#### Data to use

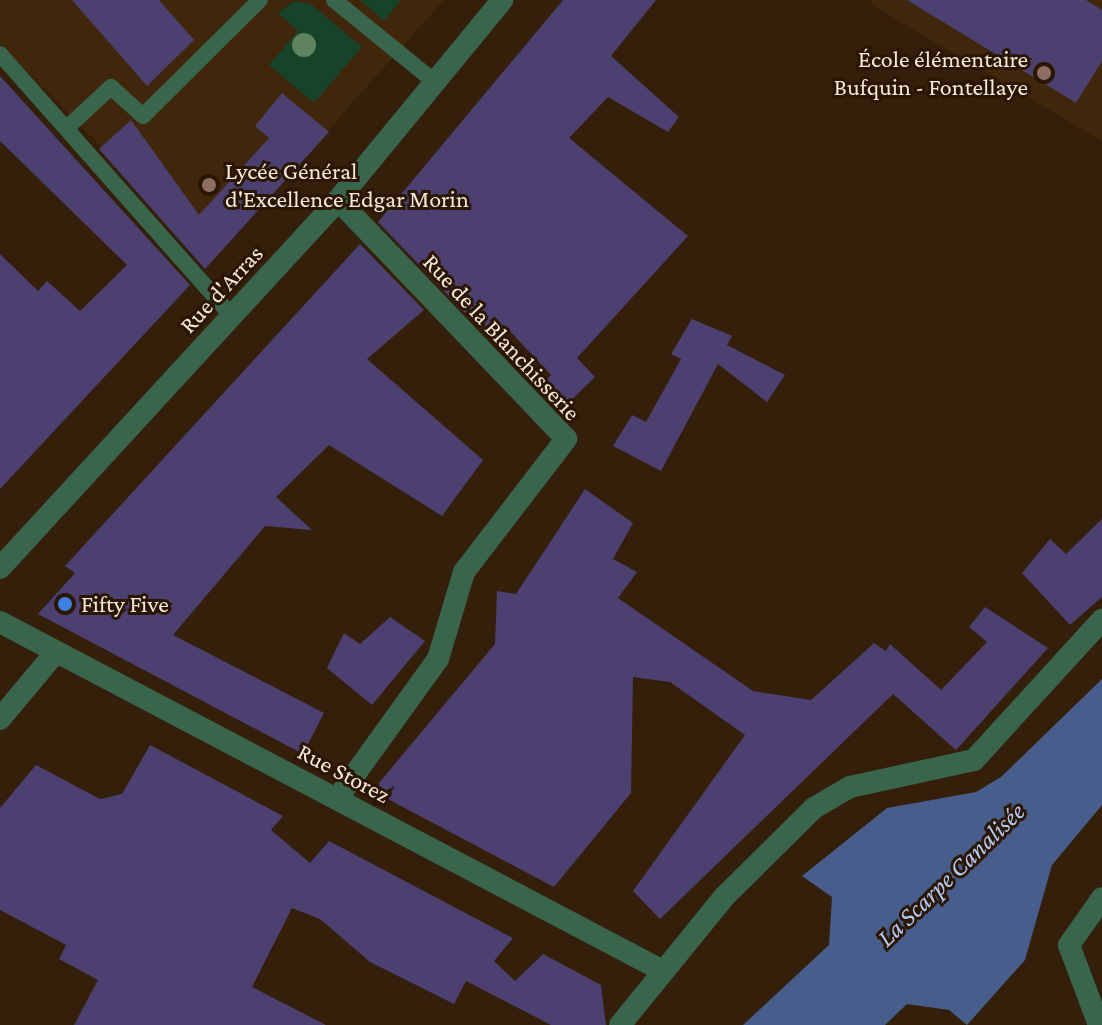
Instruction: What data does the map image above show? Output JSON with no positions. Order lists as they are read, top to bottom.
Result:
{
  "streets": {
    "street": ["Rue d'Arras", "Rue de la Blanchisserie", "Rue Storez"]
  },
  "crossings": [
    ["Rue d'Arras", "Rue de la Blanchisserie"],
    ["Rue de la Blanchisserie", "Rue Storez"]
  ],
  "water": ["La Scarpe Canalisée"],
  "places": ["École élémentaire Bufquin - Fontellaye", "Lycée Général d'Excellence Edgar Morin", "Fifty Five"]
}
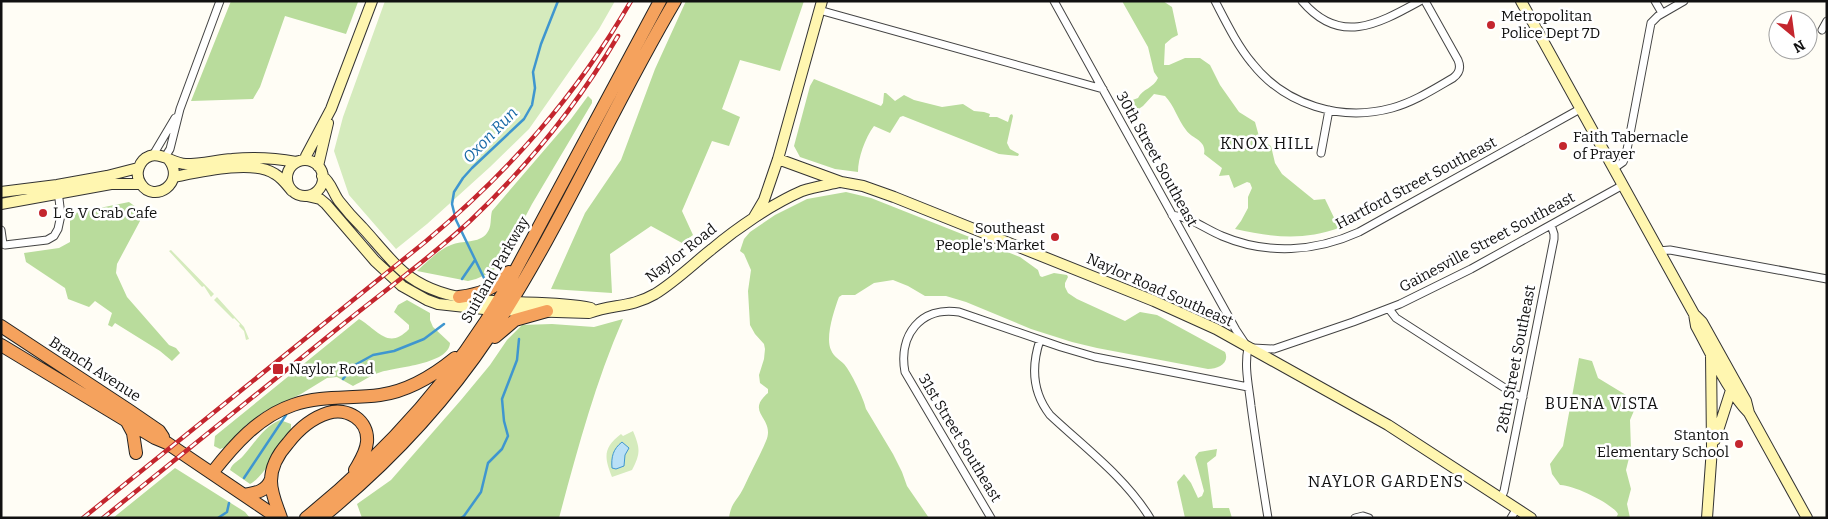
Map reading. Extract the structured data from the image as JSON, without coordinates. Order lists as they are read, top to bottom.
{
  "streets": {
    "highway": ["Suitland Parkway", "Branch Avenue"],
    "main road": ["Naylor Road", "Naylor Road Southeast"],
    "street": [
      "30th Street Southeast",
      "Hartford Street Southeast",
      "Gainesville Street Southeast",
      "28th Street Southeast",
      "31st Street Southeast"
    ]
  },
  "crossings": [
    ["30th Street Southeast", "Hartford Street Southeast"],
    ["30th Street Southeast", "Gainesville Street Southeast"],
    ["30th Street Southeast", "Naylor Road Southeast"],
    ["Gainesville Street Southeast", "Naylor Road Southeast"],
    ["Gainesville Street Southeast", "28th Street Southeast"],
    ["Naylor Road", "Suitland Parkway"],
    ["Naylor Road", "Naylor Road Southeast"],
    ["Naylor Road Southeast", "28th Street Southeast"]
  ],
  "districts": ["KNOX HILL", "BUENA VISTA", "NAYLOR GARDENS"],
  "water": ["Oxon Run"],
  "places": {
    "other": [
      "Metropolitan Police Dept 7D",
      "Faith Tabernacle of Prayer",
      "L & V Crab Cafe",
      "Southeast People's Market",
      "Stanton Elementary School"
    ],
    "transit": ["Naylor Road"]
  },
  "north": "bottom right"
}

########

_The problem_.
Take the material above and set it down exactly, minus the images.

_Answer section_.
Instruction: What data does the map image above show? Output JSON with no positions. Order lists as they are read, top to bottom.
Result:
{
  "streets": {
    "street": ["Rue d'Arras", "Rue de la Blanchisserie", "Rue Storez"]
  },
  "crossings": [
    ["Rue d'Arras", "Rue de la Blanchisserie"],
    ["Rue de la Blanchisserie", "Rue Storez"]
  ],
  "water": ["La Scarpe Canalisée"],
  "places": ["École élémentaire Bufquin - Fontellaye", "Lycée Général d'Excellence Edgar Morin", "Fifty Five"]
}
Map reading. Extract the structured data from the image as JSON, without coordinates. Order lists as they are read, top to bottom.
{
  "streets": {
    "highway": ["Suitland Parkway", "Branch Avenue"],
    "main road": ["Naylor Road", "Naylor Road Southeast"],
    "street": [
      "30th Street Southeast",
      "Hartford Street Southeast",
      "Gainesville Street Southeast",
      "28th Street Southeast",
      "31st Street Southeast"
    ]
  },
  "crossings": [
    ["30th Street Southeast", "Hartford Street Southeast"],
    ["30th Street Southeast", "Gainesville Street Southeast"],
    ["30th Street Southeast", "Naylor Road Southeast"],
    ["Gainesville Street Southeast", "Naylor Road Southeast"],
    ["Gainesville Street Southeast", "28th Street Southeast"],
    ["Naylor Road", "Suitland Parkway"],
    ["Naylor Road", "Naylor Road Southeast"],
    ["Naylor Road Southeast", "28th Street Southeast"]
  ],
  "districts": ["KNOX HILL", "BUENA VISTA", "NAYLOR GARDENS"],
  "water": ["Oxon Run"],
  "places": {
    "other": [
      "Metropolitan Police Dept 7D",
      "Faith Tabernacle of Prayer",
      "L & V Crab Cafe",
      "Southeast People's Market",
      "Stanton Elementary School"
    ],
    "transit": ["Naylor Road"]
  },
  "north": "bottom right"
}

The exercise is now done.